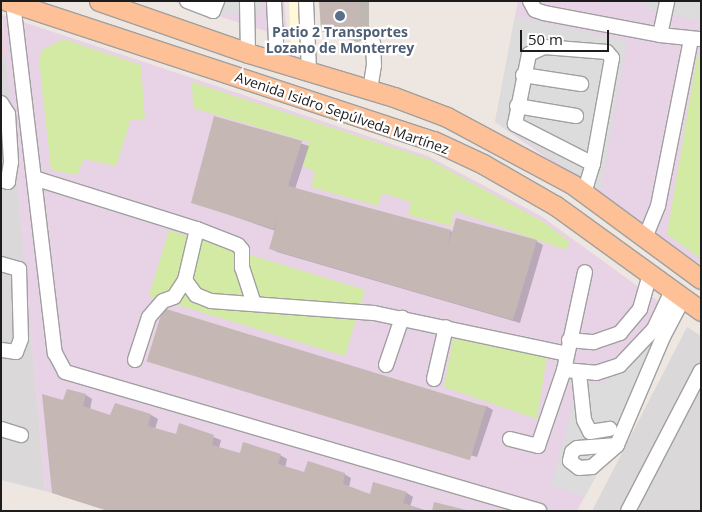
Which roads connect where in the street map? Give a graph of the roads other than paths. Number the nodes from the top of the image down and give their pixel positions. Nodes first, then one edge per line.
1 (99, 1) edge
2 (187, 1) edge
3 (217, 1) edge
4 (247, 1) edge
5 (274, 1) edge
6 (306, 1) edge
7 (530, 1) edge
8 (667, 1) edge
9 (10, 2) edge
10 (660, 35) junction
11 (696, 39) edge
12 (373, 43) dead end
13 (227, 46) junction
14 (248, 53) junction
15 (172, 56) junction
16 (277, 62) junction
17 (309, 71) junction
18 (523, 75) junction
19 (581, 84) dead end
20 (370, 90) junction
21 (517, 106) junction
22 (4, 108) edge
23 (576, 116) dead end
24 (593, 164) junction
25 (34, 178) junction
26 (4, 181) edge
27 (584, 192) junction
28 (197, 229) junction
29 (645, 238) junction
30 (1, 264) edge
31 (585, 272) dead end
32 (650, 274) junction
33 (701, 279) edge
34 (185, 280) junction
35 (678, 295) junction
36 (254, 304) junction
37 (701, 311) edge
38 (402, 318) junction
39 (446, 327) junction
40 (568, 347) junction
41 (6, 352) edge
42 (135, 360) dead end
43 (386, 365) dead end
44 (564, 370) junction
45 (579, 373) junction
46 (699, 378) edge
47 (434, 379) dead end
48 (1, 429) edge
49 (610, 429) dead end
50 (21, 435) dead end
51 (510, 439) dead end
52 (617, 445) dead end
53 (539, 511) edge
54 (628, 511) edge

1 - 13 main road, Avenida Isidro Sepúlveda Martínez
2 - 3 street
4 - 14 street
5 - 16 street
6 - 17 street
7 - 10 street
8 - 10 street
9 - 15 main road, Avenida Isidro Sepúlveda Martínez
9 - 25 street
10 - 11 street
11 - 29 street
12 - 20 street
13 - 14 main road, Avenida Isidro Sepúlveda Martínez
13 - 15 main road
14 - 16 main road, Avenida Isidro Sepúlveda Martínez
15 - 32 main road, Avenida Isidro Sepúlveda Martínez
16 - 17 main road, Avenida Isidro Sepúlveda Martínez
17 - 20 main road, Avenida Isidro Sepúlveda Martínez
18 - 19 street
18 - 21 street
18 - 24 street
20 - 27 main road, Avenida Isidro Sepúlveda Martínez
21 - 23 street
21 - 24 street
22 - 26 street
24 - 27 street
25 - 28 street
25 - 53 street
27 - 29 main road, Avenida Isidro Sepúlveda Martínez
28 - 34 street
28 - 36 street
29 - 33 main road, Avenida Isidro Sepúlveda Martínez
30 - 41 street
31 - 40 street
32 - 35 main road, Avenida Isidro Sepúlveda Martínez
32 - 40 street
34 - 36 street
34 - 42 street
35 - 37 main road, Avenida Isidro Sepúlveda Martínez
35 - 45 street
35 - 52 street
36 - 38 street
38 - 39 street
38 - 43 street
39 - 40 street
39 - 47 street
40 - 44 street
44 - 45 street
44 - 51 street
45 - 49 street
46 - 54 street
48 - 50 street

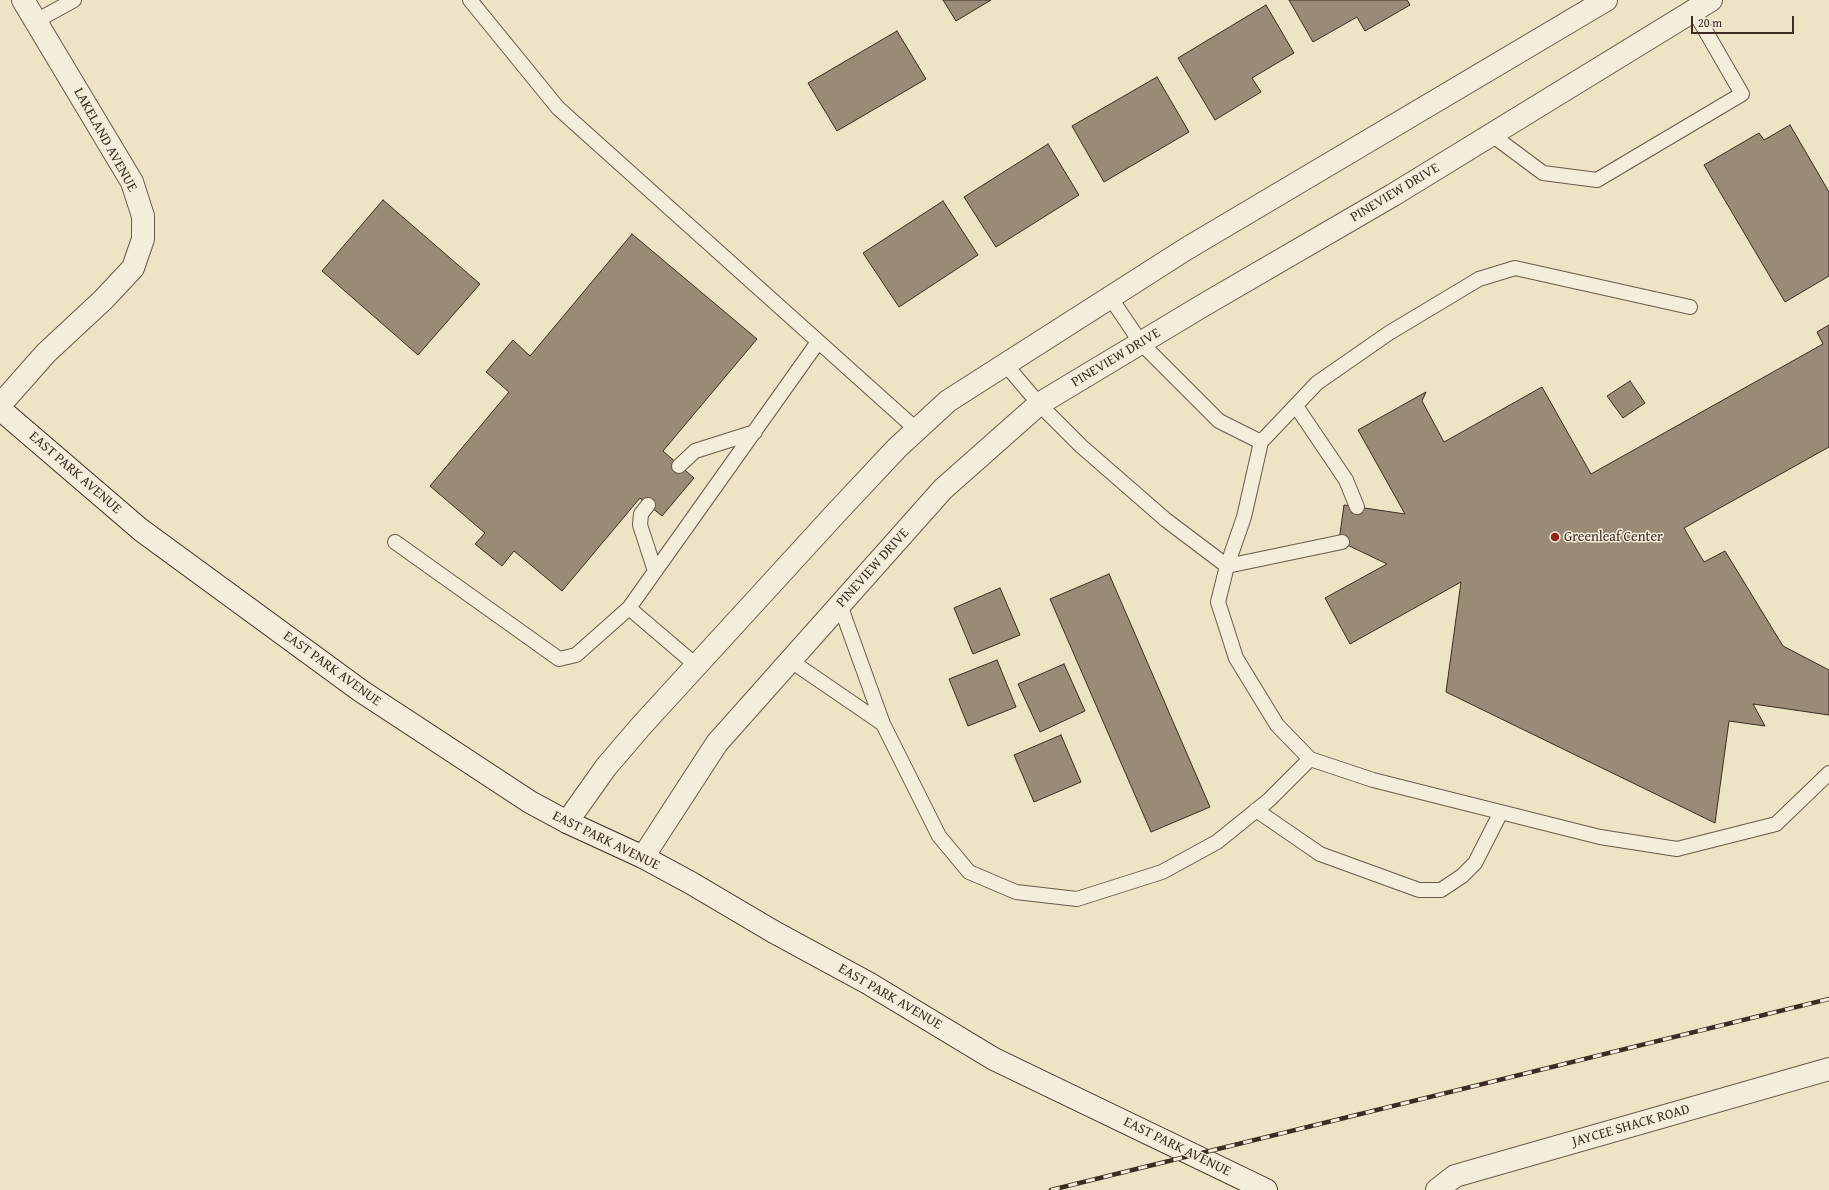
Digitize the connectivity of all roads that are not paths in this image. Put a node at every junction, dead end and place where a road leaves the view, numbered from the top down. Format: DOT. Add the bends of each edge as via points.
graph roads {
  1 [pos="24,0"];
  2 [pos="74,0"];
  3 [pos="470,0"];
  4 [pos="1606,0"];
  5 [pos="1702,5"];
  6 [pos="36,21"];
  7 [pos="1492,135"];
  8 [pos="1110,297"];
  9 [pos="1690,307"];
  10 [pos="818,342"];
  11 [pos="1141,343"];
  12 [pos="1006,365"];
  13 [pos="1039,404"];
  14 [pos="0,405"];
  15 [pos="1296,406"];
  16 [pos="0,409"];
  17 [pos="917,430"];
  18 [pos="755,432"];
  19 [pos="1261,442"];
  20 [pos="679,466"];
  21 [pos="648,505"];
  22 [pos="1357,507"];
  23 [pos="395,542"];
  24 [pos="1342,542"];
  25 [pos="1227,566"];
  26 [pos="655,571"];
  27 [pos="840,605"];
  28 [pos="629,608"];
  29 [pos="790,660"];
  30 [pos="697,666"];
  31 [pos="883,724"];
  32 [pos="1310,759"];
  33 [pos="1829,773"];
  34 [pos="1256,810"];
  35 [pos="1501,812"];
  36 [pos="567,822"];
  37 [pos="644,857"];
  38 [pos="1829,1070"];
  39 [pos="1266,1190"];
  40 [pos="1437,1190"];
  1 -- 6 [label="street, LAKELAND AVENUE"];
  2 -- 6 [label="lane"];
  3 -- 10 [label="lane" via="558,108"];
  4 -- 8 [label="street" via="1186,249"];
  5 -- 7 [label="street, PINEVIEW DRIVE"];
  5 -- 7 [label="lane" via="1742,94 1597,180 1543,173"];
  6 -- 14 [label="street, LAKELAND AVENUE" via="132,182 143,216 143,240 133,268 46,353"];
  7 -- 11 [label="street, PINEVIEW DRIVE"];
  8 -- 11 [label="lane"];
  8 -- 12 [label="street"];
  9 -- 15 [label="lane" via="1515,268 1479,279 1389,333 1318,383"];
  10 -- 17 [label="lane"];
  10 -- 18 [label="lane"];
  11 -- 13 [label="street, PINEVIEW DRIVE"];
  11 -- 19 [label="lane" via="1219,421"];
  12 -- 13 [label="lane"];
  12 -- 17 [label="street" via="948,402"];
  13 -- 25 [label="lane" via="1081,446 1166,520"];
  13 -- 27 [label="street, PINEVIEW DRIVE" via="944,489"];
  15 -- 19 [label="lane"];
  15 -- 22 [label="lane" via="1346,480"];
  16 -- 36 [label="street, EAST PARK AVENUE" via="141,530 301,648 408,723 530,802"];
  17 -- 30 [label="street" via="836,513"];
  18 -- 20 [label="lane" via="695,451"];
  18 -- 26 [label="lane"];
  19 -- 25 [label="lane" via="1244,517"];
  21 -- 26 [label="lane" via="641,514 640,525"];
  23 -- 28 [label="lane" via="559,659 576,655"];
  24 -- 25 [label="lane"];
  25 -- 32 [label="lane" via="1218,602 1236,658 1277,725"];
  26 -- 28 [label="lane"];
  27 -- 29 [label="street, PINEVIEW DRIVE"];
  27 -- 31 [label="lane"];
  28 -- 30 [label="lane"];
  29 -- 31 [label="lane"];
  29 -- 37 [label="street, PINEVIEW DRIVE" via="717,743"];
  30 -- 36 [label="street" via="606,767"];
  31 -- 34 [label="lane" via="939,836 969,872 1016,892 1077,899 1162,872 1217,842"];
  32 -- 34 [label="lane"];
  32 -- 35 [label="lane" via="1373,780"];
  33 -- 35 [label="lane" via="1776,824 1678,849 1600,837"];
  34 -- 35 [label="lane" via="1320,854 1419,890 1441,890 1462,876 1475,863"];
  36 -- 37 [label="street, EAST PARK AVENUE"];
  37 -- 39 [label="street, EAST PARK AVENUE" via="868,983 994,1058"];
  38 -- 40 [label="street, JAYCEE SHACK ROAD" via="1455,1176"];
}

§ What the task asks
Leave out the pictures and copy the rest of the material above exactly.

§ Response for this exercise
Which roads connect where in the street map? Give a graph of the roads other than paths. Number the nodes from the top of the image down and give their pixel positions. Nodes first, then one edge per line.
1 (99, 1) edge
2 (187, 1) edge
3 (217, 1) edge
4 (247, 1) edge
5 (274, 1) edge
6 (306, 1) edge
7 (530, 1) edge
8 (667, 1) edge
9 (10, 2) edge
10 (660, 35) junction
11 (696, 39) edge
12 (373, 43) dead end
13 (227, 46) junction
14 (248, 53) junction
15 (172, 56) junction
16 (277, 62) junction
17 (309, 71) junction
18 (523, 75) junction
19 (581, 84) dead end
20 (370, 90) junction
21 (517, 106) junction
22 (4, 108) edge
23 (576, 116) dead end
24 (593, 164) junction
25 (34, 178) junction
26 (4, 181) edge
27 (584, 192) junction
28 (197, 229) junction
29 (645, 238) junction
30 (1, 264) edge
31 (585, 272) dead end
32 (650, 274) junction
33 (701, 279) edge
34 (185, 280) junction
35 (678, 295) junction
36 (254, 304) junction
37 (701, 311) edge
38 (402, 318) junction
39 (446, 327) junction
40 (568, 347) junction
41 (6, 352) edge
42 (135, 360) dead end
43 (386, 365) dead end
44 (564, 370) junction
45 (579, 373) junction
46 (699, 378) edge
47 (434, 379) dead end
48 (1, 429) edge
49 (610, 429) dead end
50 (21, 435) dead end
51 (510, 439) dead end
52 (617, 445) dead end
53 (539, 511) edge
54 (628, 511) edge

1 - 13 main road, Avenida Isidro Sepúlveda Martínez
2 - 3 street
4 - 14 street
5 - 16 street
6 - 17 street
7 - 10 street
8 - 10 street
9 - 15 main road, Avenida Isidro Sepúlveda Martínez
9 - 25 street
10 - 11 street
11 - 29 street
12 - 20 street
13 - 14 main road, Avenida Isidro Sepúlveda Martínez
13 - 15 main road
14 - 16 main road, Avenida Isidro Sepúlveda Martínez
15 - 32 main road, Avenida Isidro Sepúlveda Martínez
16 - 17 main road, Avenida Isidro Sepúlveda Martínez
17 - 20 main road, Avenida Isidro Sepúlveda Martínez
18 - 19 street
18 - 21 street
18 - 24 street
20 - 27 main road, Avenida Isidro Sepúlveda Martínez
21 - 23 street
21 - 24 street
22 - 26 street
24 - 27 street
25 - 28 street
25 - 53 street
27 - 29 main road, Avenida Isidro Sepúlveda Martínez
28 - 34 street
28 - 36 street
29 - 33 main road, Avenida Isidro Sepúlveda Martínez
30 - 41 street
31 - 40 street
32 - 35 main road, Avenida Isidro Sepúlveda Martínez
32 - 40 street
34 - 36 street
34 - 42 street
35 - 37 main road, Avenida Isidro Sepúlveda Martínez
35 - 45 street
35 - 52 street
36 - 38 street
38 - 39 street
38 - 43 street
39 - 40 street
39 - 47 street
40 - 44 street
44 - 45 street
44 - 51 street
45 - 49 street
46 - 54 street
48 - 50 street

Digitize the connectivity of all roads that are not paths in this image. Put a node at every junction, dead end and place where a road leaves the view, numbered from the top down. Format: DOT. Add the bends of each edge as via points.
graph roads {
  1 [pos="24,0"];
  2 [pos="74,0"];
  3 [pos="470,0"];
  4 [pos="1606,0"];
  5 [pos="1702,5"];
  6 [pos="36,21"];
  7 [pos="1492,135"];
  8 [pos="1110,297"];
  9 [pos="1690,307"];
  10 [pos="818,342"];
  11 [pos="1141,343"];
  12 [pos="1006,365"];
  13 [pos="1039,404"];
  14 [pos="0,405"];
  15 [pos="1296,406"];
  16 [pos="0,409"];
  17 [pos="917,430"];
  18 [pos="755,432"];
  19 [pos="1261,442"];
  20 [pos="679,466"];
  21 [pos="648,505"];
  22 [pos="1357,507"];
  23 [pos="395,542"];
  24 [pos="1342,542"];
  25 [pos="1227,566"];
  26 [pos="655,571"];
  27 [pos="840,605"];
  28 [pos="629,608"];
  29 [pos="790,660"];
  30 [pos="697,666"];
  31 [pos="883,724"];
  32 [pos="1310,759"];
  33 [pos="1829,773"];
  34 [pos="1256,810"];
  35 [pos="1501,812"];
  36 [pos="567,822"];
  37 [pos="644,857"];
  38 [pos="1829,1070"];
  39 [pos="1266,1190"];
  40 [pos="1437,1190"];
  1 -- 6 [label="street, LAKELAND AVENUE"];
  2 -- 6 [label="lane"];
  3 -- 10 [label="lane" via="558,108"];
  4 -- 8 [label="street" via="1186,249"];
  5 -- 7 [label="street, PINEVIEW DRIVE"];
  5 -- 7 [label="lane" via="1742,94 1597,180 1543,173"];
  6 -- 14 [label="street, LAKELAND AVENUE" via="132,182 143,216 143,240 133,268 46,353"];
  7 -- 11 [label="street, PINEVIEW DRIVE"];
  8 -- 11 [label="lane"];
  8 -- 12 [label="street"];
  9 -- 15 [label="lane" via="1515,268 1479,279 1389,333 1318,383"];
  10 -- 17 [label="lane"];
  10 -- 18 [label="lane"];
  11 -- 13 [label="street, PINEVIEW DRIVE"];
  11 -- 19 [label="lane" via="1219,421"];
  12 -- 13 [label="lane"];
  12 -- 17 [label="street" via="948,402"];
  13 -- 25 [label="lane" via="1081,446 1166,520"];
  13 -- 27 [label="street, PINEVIEW DRIVE" via="944,489"];
  15 -- 19 [label="lane"];
  15 -- 22 [label="lane" via="1346,480"];
  16 -- 36 [label="street, EAST PARK AVENUE" via="141,530 301,648 408,723 530,802"];
  17 -- 30 [label="street" via="836,513"];
  18 -- 20 [label="lane" via="695,451"];
  18 -- 26 [label="lane"];
  19 -- 25 [label="lane" via="1244,517"];
  21 -- 26 [label="lane" via="641,514 640,525"];
  23 -- 28 [label="lane" via="559,659 576,655"];
  24 -- 25 [label="lane"];
  25 -- 32 [label="lane" via="1218,602 1236,658 1277,725"];
  26 -- 28 [label="lane"];
  27 -- 29 [label="street, PINEVIEW DRIVE"];
  27 -- 31 [label="lane"];
  28 -- 30 [label="lane"];
  29 -- 31 [label="lane"];
  29 -- 37 [label="street, PINEVIEW DRIVE" via="717,743"];
  30 -- 36 [label="street" via="606,767"];
  31 -- 34 [label="lane" via="939,836 969,872 1016,892 1077,899 1162,872 1217,842"];
  32 -- 34 [label="lane"];
  32 -- 35 [label="lane" via="1373,780"];
  33 -- 35 [label="lane" via="1776,824 1678,849 1600,837"];
  34 -- 35 [label="lane" via="1320,854 1419,890 1441,890 1462,876 1475,863"];
  36 -- 37 [label="street, EAST PARK AVENUE"];
  37 -- 39 [label="street, EAST PARK AVENUE" via="868,983 994,1058"];
  38 -- 40 [label="street, JAYCEE SHACK ROAD" via="1455,1176"];
}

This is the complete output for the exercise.